Ron turned to see Hermione coming back, a new load of boxes in her arms. He hurried to help her, saying loudly, “Let me take this, Hermione… Bernice and Violet and er… Mrs. Pringle came to see you.”

“Why… Oh, my!” she cried, feigning surprise and tipping the boxes into his waiting arms.

“Oh dear, we’re all so terribly sorry. Come, come, give old Greta a kiss,” Mrs. Pringle cooed sweetly, stretching out her arms.

Ron looked over to see Hermione give the woman a hug and a kiss on the cheek, spotting tears forming in her chocolate brown eyes. He doubled his speed and opened the back door of the car before carrying over the next load of boxes. He continued to pack away the Grangers’ things, keeping track of how the conversation was going. As soon as the women had gone past the words of sympathy and comfort and were drifting towards the more dangerous sounding “where, when, and whys”, Ron had the car filled up.

“Hermione?” he asked tentatively. “I’ve got everything. Do you want to lock up?”

“Oh, there’s no need for that,” Greta Pringle waved it away. “Just give me your keys and everything will be all set.”

Ron looked at Hermione in alarm, and Hermione gave a reassuring laugh.

“Her daughter and fiancé are buying the house, Ronald,” she said, patting him on the arm on one hand while wiping her eyes discreetly with the other. “It was a plan my parents made with her long ago… after I graduated er… school, and was off on my own.”

“Of course we assumed the trade-off would be made during much happier circumstances,” Greta Pringle mused with a little sigh. “But I suppose it can be a new beginning… Tell me,” she said, brightening a little, “Where will you be living now, darling?”

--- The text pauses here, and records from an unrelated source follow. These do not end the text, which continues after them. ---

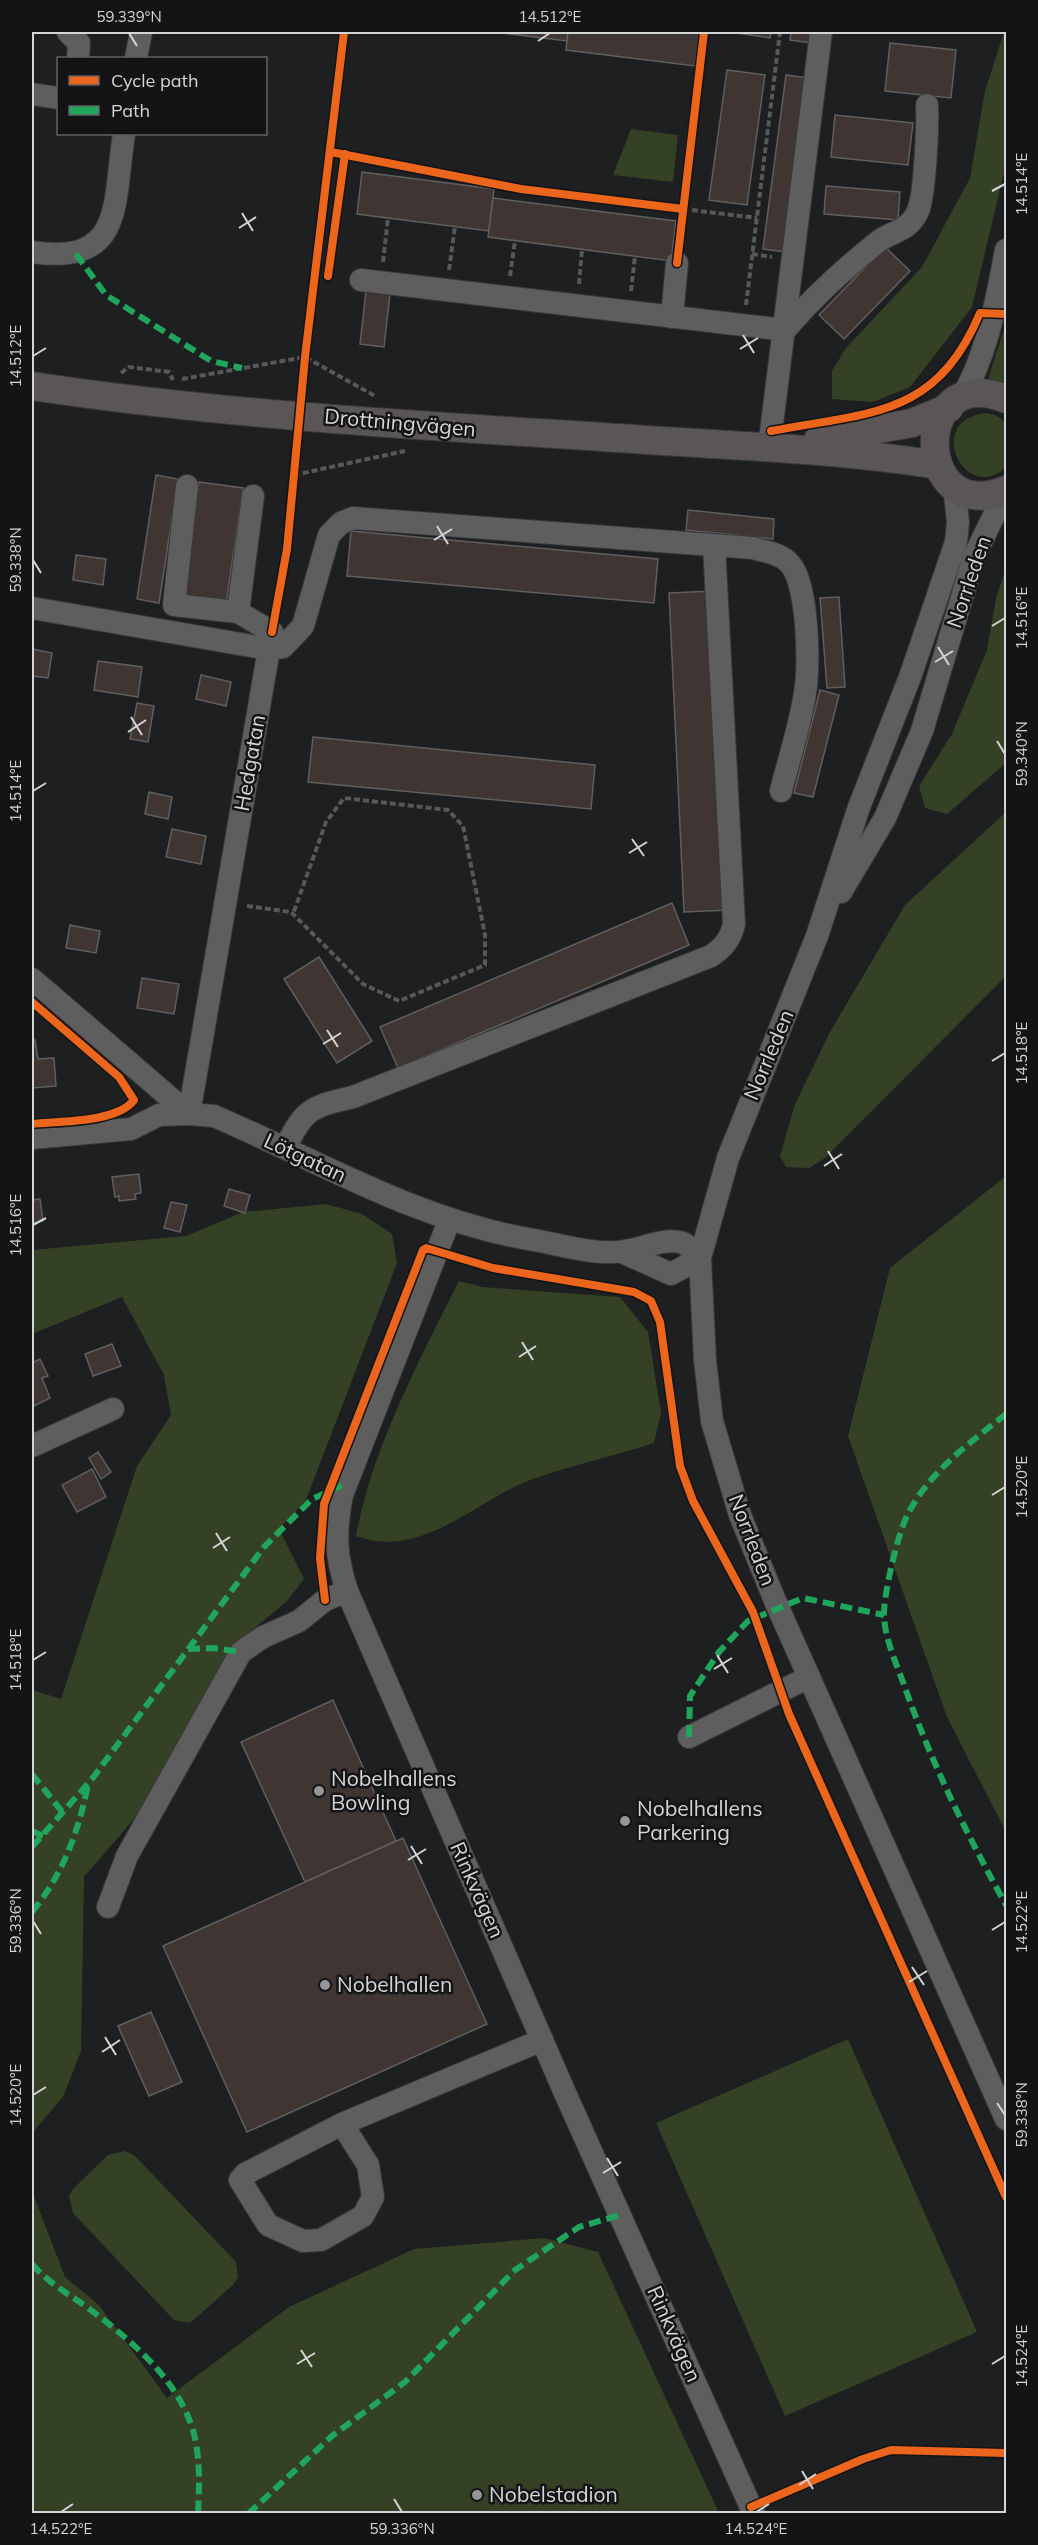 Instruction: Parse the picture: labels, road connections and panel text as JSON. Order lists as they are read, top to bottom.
{
  "streets": {
    "main road": ["Drottningvägen"],
    "street": [
      "Norrleden",
      "Hedgatan",
      "Lötgatan",
      "Rinkvägen"
    ]
  },
  "crossings": [
    ["Drottningvägen", "Norrleden"],
    ["Norrleden", "Lötgatan"],
    ["Hedgatan", "Lötgatan"],
    ["Lötgatan", "Rinkvägen"]
  ],
  "places": [
    "Nobelhallens Bowling",
    "Nobelhallens Parkering",
    "Nobelhallen",
    "Nobelstadion"
  ],
  "legend": ["Cycle path", "Path"],
  "coordinates": [
    "59.339°N",
    "14.512°E",
    "14.514°E",
    "59.338°N",
    "14.516°E",
    "59.340°N",
    "14.518°E",
    "14.520°E",
    "59.336°N",
    "14.522°E",
    "14.524°E"
  ]
}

“Oh… well… er, actually, I’m going to be living with Ron and his family.”

“You are?” cried Bernice, clasping her hands and looking at Ron with a newfound adoration. “You’re to be married then?”

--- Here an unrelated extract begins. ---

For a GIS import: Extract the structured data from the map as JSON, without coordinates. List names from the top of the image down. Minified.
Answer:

“And so young, too,” Violet added, but with a more critical tone.

“Oh no,” Hermione shook her head quickly, before catching herself and adding, “I mean… we will… that’s the plan, anyways,” she paused, smiling up at Ron. “But I’m hoping to get our own place and settling a little more before we do.”

Ron frowned, suddenly realizing that her logic did actually make sense, and wondering why she couldn’t have given him a simple answer like that the day before.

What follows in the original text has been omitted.